The word "JSON" may appear in some lines of the data; copy every such line.

**SOURCE DATA:**
[Start of Attachment]

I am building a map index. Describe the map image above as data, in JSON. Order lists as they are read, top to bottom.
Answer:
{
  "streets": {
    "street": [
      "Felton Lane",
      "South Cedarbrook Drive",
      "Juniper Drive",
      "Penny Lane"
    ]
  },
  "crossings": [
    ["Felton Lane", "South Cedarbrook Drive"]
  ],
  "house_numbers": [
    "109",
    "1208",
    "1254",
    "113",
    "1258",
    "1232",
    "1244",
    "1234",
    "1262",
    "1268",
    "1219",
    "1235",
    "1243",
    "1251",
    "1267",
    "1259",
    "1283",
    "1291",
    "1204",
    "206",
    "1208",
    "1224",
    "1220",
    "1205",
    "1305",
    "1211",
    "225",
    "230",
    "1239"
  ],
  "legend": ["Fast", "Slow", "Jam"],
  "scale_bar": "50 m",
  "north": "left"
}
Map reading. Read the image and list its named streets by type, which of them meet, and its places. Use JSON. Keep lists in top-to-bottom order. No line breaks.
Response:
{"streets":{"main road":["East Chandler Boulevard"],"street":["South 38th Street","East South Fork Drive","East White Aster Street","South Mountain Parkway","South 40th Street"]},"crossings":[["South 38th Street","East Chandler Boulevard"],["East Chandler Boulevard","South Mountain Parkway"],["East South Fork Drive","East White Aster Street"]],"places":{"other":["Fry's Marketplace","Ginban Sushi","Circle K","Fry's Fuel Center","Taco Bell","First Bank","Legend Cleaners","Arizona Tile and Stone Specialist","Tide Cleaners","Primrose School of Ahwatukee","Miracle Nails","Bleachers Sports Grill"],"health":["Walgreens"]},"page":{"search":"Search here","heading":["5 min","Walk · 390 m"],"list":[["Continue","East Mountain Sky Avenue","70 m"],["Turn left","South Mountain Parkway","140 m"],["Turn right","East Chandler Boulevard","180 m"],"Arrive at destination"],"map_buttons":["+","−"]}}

[End of Attachment]

**WRITTEN ANSWER:**
I am building a map index. Describe the map image above as data, in JSON. Order lists as they are read, top to bottom.
Map reading. Read the image and list its named streets by type, which of them meet, and its places. Use JSON. Keep lists in top-to-bottom order. No line breaks.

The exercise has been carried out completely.